There is an urgent need to report openly and clearly about the complexity of racial identity, inequality and racial bias and their deep roots in our culture, history and institutions. When race enters public conversation, however, racialized language used is often dehumanizing and inaccurate. How can we ensure nuanced and deeper story telling in covering race and ethnicity?
Recently, I’ve been revisiting the work of the late icon and Nobel Laureate Toni Morrison. In “A race in mind: The press in deed,” Morrison explored two questions: “Why is race identity important in print and broadcast news at all? And second, if it is necessary, why is it so often obscured and distorted at the very moment it is enunciated?”
Morrison argued that there is serious problem in the way the press functions as mediator between reporting on “the experience of life in the world,” particularly people of color, and “its narrative and visual representation.” Despite best intentions to cover race and ethnicity, reporters and storytellers often oversimplify racial groups and encode racialized language that perpetuates stereotypes, as well as minimize the impact of our system of racialization, “which routinely confers advantage and disadvantage based on skin color and other characteristics.”
Despite the difficulty of covering the complexity of racial inequality, Morrison suggested racially biased representation in media “although historical is not absolute, inevitable or immutable. It has a beginning, a life, a history in scholarship and it can have an end.”
To discuss ways we can bring about this end, Public Narrative hosted a recent panel called Covering Race and Ethnicity: A Practical Guideline to Finding Deeper Stories.
Panelists at the session offered the following recommendations for the use of responsible language and story framing that “reflects ethical and rigorous journalistic standards” and affirms the dignity of people of all races and ethnicities.
Go beyond the surface level
“Take into account racial identification beyond the surface level,” shared Alden Loury from WBEZ Using the South Side of Chicago as an example, Loury urges reporters to explore with specificity and accuracy the demographics of the area. Labels like “black community” can be misnomers and monolith. The community makeup and demographics of the neighborhood in Englewood are different from that of South Shore. One cannot simply write about the black community on the South Side as a singular body, as that can conjure specific images.

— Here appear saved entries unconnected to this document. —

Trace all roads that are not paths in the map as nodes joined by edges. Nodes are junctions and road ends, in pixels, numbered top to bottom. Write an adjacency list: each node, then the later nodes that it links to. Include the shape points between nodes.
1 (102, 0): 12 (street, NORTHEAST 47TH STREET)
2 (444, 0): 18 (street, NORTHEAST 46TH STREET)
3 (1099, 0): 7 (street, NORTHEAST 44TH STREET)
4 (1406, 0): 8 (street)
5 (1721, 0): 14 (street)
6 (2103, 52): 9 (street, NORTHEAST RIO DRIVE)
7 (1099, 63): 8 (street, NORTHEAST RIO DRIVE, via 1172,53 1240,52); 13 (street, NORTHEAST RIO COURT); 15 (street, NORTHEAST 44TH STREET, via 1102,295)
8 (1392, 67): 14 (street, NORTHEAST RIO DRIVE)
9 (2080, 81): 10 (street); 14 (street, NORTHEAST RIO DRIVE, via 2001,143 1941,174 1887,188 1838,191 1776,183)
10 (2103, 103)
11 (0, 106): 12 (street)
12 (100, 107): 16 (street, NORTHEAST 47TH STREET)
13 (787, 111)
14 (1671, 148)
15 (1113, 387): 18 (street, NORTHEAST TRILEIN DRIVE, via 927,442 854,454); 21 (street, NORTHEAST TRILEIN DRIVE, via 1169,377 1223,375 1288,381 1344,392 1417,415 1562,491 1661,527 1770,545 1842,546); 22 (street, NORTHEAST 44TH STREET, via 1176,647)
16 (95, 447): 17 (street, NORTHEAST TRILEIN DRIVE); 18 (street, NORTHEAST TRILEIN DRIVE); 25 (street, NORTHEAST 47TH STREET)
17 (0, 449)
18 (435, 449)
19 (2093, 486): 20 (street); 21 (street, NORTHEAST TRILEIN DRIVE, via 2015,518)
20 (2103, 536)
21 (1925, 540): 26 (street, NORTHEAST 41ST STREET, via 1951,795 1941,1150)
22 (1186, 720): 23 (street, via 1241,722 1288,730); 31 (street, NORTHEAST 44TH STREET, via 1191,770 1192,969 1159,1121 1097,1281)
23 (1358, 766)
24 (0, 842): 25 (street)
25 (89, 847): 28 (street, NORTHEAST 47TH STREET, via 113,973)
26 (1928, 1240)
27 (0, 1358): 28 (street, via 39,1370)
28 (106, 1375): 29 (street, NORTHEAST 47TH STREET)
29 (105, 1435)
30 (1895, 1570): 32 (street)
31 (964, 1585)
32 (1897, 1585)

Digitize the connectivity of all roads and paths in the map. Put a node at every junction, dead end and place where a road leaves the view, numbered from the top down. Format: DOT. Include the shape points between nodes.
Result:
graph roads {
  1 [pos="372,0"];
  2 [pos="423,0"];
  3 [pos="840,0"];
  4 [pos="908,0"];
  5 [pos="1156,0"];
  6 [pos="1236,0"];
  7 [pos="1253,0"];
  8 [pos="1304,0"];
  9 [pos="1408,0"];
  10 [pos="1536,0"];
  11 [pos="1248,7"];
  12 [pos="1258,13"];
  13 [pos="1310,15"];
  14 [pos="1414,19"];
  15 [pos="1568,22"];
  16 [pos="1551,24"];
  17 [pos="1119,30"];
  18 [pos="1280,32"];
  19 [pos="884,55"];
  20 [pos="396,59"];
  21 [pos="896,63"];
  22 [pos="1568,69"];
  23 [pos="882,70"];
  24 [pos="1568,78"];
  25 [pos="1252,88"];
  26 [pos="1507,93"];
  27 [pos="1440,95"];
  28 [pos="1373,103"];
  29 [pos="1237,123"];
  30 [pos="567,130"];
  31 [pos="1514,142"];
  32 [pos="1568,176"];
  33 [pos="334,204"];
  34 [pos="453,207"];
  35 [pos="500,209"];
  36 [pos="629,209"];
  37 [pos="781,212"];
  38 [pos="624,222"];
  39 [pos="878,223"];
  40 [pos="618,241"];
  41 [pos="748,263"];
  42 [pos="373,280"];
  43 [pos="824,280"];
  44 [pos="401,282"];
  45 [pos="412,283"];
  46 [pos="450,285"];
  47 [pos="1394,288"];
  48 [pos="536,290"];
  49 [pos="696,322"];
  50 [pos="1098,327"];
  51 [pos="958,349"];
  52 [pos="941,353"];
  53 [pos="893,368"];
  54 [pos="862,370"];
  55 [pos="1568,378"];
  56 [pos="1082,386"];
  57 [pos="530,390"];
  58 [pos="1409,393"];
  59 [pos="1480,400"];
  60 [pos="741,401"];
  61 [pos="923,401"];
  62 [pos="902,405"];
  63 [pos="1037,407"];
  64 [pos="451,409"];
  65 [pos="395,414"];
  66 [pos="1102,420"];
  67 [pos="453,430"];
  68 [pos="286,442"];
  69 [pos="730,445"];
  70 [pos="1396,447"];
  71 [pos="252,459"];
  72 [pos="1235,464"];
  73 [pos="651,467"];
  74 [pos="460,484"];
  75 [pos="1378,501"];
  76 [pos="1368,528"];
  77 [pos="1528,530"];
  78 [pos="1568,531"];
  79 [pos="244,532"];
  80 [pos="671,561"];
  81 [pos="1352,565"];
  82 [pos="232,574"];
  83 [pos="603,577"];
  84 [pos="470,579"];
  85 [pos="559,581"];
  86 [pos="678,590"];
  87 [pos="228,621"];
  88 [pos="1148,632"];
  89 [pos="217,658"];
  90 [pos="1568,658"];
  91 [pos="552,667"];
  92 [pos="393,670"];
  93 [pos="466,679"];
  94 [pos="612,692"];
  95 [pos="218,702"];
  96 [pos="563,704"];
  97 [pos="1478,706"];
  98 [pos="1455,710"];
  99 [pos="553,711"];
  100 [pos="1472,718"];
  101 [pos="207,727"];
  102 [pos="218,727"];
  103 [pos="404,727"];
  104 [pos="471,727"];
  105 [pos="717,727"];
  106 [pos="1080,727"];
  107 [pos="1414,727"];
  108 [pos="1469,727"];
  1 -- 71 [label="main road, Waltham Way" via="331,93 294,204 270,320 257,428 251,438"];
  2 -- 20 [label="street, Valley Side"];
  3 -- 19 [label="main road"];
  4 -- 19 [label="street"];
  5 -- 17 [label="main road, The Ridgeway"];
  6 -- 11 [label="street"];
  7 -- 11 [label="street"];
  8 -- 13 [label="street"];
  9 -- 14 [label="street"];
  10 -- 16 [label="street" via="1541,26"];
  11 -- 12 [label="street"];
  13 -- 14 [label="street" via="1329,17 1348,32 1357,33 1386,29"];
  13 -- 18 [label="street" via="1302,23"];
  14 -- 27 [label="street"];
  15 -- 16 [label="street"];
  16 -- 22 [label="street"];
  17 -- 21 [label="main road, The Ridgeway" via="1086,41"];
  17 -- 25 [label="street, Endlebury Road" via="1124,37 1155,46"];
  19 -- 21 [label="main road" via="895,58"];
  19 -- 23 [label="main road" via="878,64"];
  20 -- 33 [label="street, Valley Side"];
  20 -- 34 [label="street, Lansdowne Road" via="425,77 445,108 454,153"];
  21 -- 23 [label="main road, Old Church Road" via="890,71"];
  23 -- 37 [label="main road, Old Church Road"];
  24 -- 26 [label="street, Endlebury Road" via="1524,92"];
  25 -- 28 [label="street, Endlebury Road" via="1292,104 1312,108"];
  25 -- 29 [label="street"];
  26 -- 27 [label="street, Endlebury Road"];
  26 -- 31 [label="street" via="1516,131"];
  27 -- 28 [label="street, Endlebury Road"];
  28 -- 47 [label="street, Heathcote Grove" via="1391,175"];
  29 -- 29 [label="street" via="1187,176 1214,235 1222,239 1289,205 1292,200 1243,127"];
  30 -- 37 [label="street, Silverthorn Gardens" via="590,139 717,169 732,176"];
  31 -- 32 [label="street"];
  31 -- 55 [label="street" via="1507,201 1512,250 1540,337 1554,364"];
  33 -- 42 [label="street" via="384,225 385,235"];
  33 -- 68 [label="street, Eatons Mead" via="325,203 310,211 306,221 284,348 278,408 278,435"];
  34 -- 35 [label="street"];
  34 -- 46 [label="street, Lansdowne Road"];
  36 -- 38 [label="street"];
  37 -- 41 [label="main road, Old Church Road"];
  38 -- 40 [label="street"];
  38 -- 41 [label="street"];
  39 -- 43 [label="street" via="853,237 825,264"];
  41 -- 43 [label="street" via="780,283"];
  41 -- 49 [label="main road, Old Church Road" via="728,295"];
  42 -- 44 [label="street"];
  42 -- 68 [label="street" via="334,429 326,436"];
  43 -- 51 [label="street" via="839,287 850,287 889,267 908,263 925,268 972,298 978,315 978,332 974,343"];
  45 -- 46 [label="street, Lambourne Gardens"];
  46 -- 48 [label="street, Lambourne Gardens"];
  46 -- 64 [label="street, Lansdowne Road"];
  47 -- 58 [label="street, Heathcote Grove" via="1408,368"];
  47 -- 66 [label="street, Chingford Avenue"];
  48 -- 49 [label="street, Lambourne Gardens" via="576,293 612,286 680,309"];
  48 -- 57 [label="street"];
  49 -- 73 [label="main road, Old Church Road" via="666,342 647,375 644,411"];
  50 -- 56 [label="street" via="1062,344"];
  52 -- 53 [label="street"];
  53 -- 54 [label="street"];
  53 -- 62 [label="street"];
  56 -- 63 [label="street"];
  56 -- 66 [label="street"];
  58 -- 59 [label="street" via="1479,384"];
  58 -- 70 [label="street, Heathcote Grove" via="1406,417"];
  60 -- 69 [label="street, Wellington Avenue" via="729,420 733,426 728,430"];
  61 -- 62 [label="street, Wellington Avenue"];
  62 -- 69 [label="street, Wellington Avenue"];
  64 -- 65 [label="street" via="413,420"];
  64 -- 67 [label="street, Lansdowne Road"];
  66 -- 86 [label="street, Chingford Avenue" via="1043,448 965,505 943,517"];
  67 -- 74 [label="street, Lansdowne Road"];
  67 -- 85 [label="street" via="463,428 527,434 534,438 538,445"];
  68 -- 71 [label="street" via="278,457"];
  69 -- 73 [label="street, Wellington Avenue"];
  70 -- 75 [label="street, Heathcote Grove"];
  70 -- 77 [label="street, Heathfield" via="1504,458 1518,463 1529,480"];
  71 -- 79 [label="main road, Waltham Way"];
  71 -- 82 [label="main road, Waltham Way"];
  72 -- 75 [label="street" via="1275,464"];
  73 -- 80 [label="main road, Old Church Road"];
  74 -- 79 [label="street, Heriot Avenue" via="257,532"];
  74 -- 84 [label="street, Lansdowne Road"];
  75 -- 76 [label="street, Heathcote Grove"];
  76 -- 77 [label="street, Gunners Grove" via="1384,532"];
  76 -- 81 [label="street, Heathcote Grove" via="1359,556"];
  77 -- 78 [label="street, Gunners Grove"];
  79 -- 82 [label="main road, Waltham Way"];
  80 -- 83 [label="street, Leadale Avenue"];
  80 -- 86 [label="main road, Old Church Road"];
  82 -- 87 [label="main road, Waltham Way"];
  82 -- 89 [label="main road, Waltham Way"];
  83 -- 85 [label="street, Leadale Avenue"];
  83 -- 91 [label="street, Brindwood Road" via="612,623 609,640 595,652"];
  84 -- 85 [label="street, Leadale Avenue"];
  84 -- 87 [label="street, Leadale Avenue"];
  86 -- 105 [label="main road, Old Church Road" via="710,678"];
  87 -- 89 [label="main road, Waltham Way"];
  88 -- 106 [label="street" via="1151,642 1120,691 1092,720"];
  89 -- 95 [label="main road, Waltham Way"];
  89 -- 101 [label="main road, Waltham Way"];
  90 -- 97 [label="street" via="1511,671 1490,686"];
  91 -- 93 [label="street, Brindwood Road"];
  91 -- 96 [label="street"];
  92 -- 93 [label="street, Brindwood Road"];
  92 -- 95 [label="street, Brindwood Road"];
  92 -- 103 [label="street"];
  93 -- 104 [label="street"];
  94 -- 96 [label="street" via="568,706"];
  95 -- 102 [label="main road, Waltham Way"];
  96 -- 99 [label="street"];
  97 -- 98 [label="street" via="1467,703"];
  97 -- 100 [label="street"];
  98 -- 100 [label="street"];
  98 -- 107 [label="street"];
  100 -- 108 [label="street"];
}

Like Loury advocating for context and demographic specificity, Morrison asked readers to go beyond the surface. In dissecting a headlined piece from a New York Times article titled “As Hispanic Presence Grows, so Does Black Anger,” Morrison pointed out the danger in headlines like these. Phrases like “black anger” become “commonly accepted code for poor or working poor or economically marginal.” Morrison asks us to consider “how clear[er] the article would have been if nationality and language had been the mark of difference.”
Focus on structural racism over individuals
Sensational side shows on race and ethnicity proliferate the news. Morrison argued that these over-sensationalized stories, inaccurate representation of “the real world of whites and black,” become widespread “in the interest of sensation and sale.” Rather than using types of racism — personal, relational, structural — to report for deeper storytelling, there is a media captivation with covering “black-on-black crime” or identifying “who is racist?”
Journalist covering race and ethnicity “often get stuck into these types of questions,” shared Loury.
Like the guidelines from The Center for Racial Justice Innovation, he and others advocated investigating “issues from a systemic (‘Is there an institution or a practice at work that has race-based consequences?’) over an individual (‘Is this person a racist?’) perspective.”
Don’t assume; report with humility
If we are to bring an explicit racial lens to multimedia storytelling and report on those impacted by race, we must use a systemic analysis in examining root causes and we must “[not] assume and report with humility and respect,” Fernando Diaz from the Chicago Reporter said.
Diaz encouraged those in attendance to be okay with what you don’t know or your lack of experience on what you are covering. Not knowing encourages meticulous inquiry and new avenues of storytelling. Such not knowing, Teri Arvesu from Univison added, should motivate the “hiring for different perspectives” as a way to check everyone’s biases.
Instead of falling prey to surface-level reporting and sensational news, clarification of difficult issues around race will hopefully move us closer to the late Morrison’s vision of a “participatory democracy. [Language helps] us distinguish between a pseudo-experience and a living one, between an encounter and an engagement, between theme and life. [Language helps] us all try to figure out what it means to be human in the twenty-first century.”